ASSIGNMENT:
Output the data that follows, keeping every line identical.

════════

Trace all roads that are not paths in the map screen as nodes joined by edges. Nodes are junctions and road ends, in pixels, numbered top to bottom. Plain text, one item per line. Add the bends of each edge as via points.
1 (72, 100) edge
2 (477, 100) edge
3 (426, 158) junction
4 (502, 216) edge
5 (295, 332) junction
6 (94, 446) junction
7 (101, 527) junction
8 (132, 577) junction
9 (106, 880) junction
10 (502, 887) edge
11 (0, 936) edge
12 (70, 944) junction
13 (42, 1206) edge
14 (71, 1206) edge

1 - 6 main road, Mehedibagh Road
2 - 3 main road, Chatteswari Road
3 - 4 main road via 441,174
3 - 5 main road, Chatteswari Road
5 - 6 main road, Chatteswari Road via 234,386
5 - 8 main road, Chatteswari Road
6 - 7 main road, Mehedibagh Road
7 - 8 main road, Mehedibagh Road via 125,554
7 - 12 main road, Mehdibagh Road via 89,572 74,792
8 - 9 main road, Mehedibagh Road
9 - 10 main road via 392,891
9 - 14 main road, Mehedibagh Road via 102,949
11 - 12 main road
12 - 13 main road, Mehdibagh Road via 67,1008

════════

ANSWER SECTION:
Trace all roads that are not paths in the map screen as nodes joined by edges. Nodes are junctions and road ends, in pixels, numbered top to bottom. Plain text, one item per line. Add the bends of each edge as via points.
1 (72, 100) edge
2 (477, 100) edge
3 (426, 158) junction
4 (502, 216) edge
5 (295, 332) junction
6 (94, 446) junction
7 (101, 527) junction
8 (132, 577) junction
9 (106, 880) junction
10 (502, 887) edge
11 (0, 936) edge
12 (70, 944) junction
13 (42, 1206) edge
14 (71, 1206) edge

1 - 6 main road, Mehedibagh Road
2 - 3 main road, Chatteswari Road
3 - 4 main road via 441,174
3 - 5 main road, Chatteswari Road
5 - 6 main road, Chatteswari Road via 234,386
5 - 8 main road, Chatteswari Road
6 - 7 main road, Mehedibagh Road
7 - 8 main road, Mehedibagh Road via 125,554
7 - 12 main road, Mehdibagh Road via 89,572 74,792
8 - 9 main road, Mehedibagh Road
9 - 10 main road via 392,891
9 - 14 main road, Mehedibagh Road via 102,949
11 - 12 main road
12 - 13 main road, Mehdibagh Road via 67,1008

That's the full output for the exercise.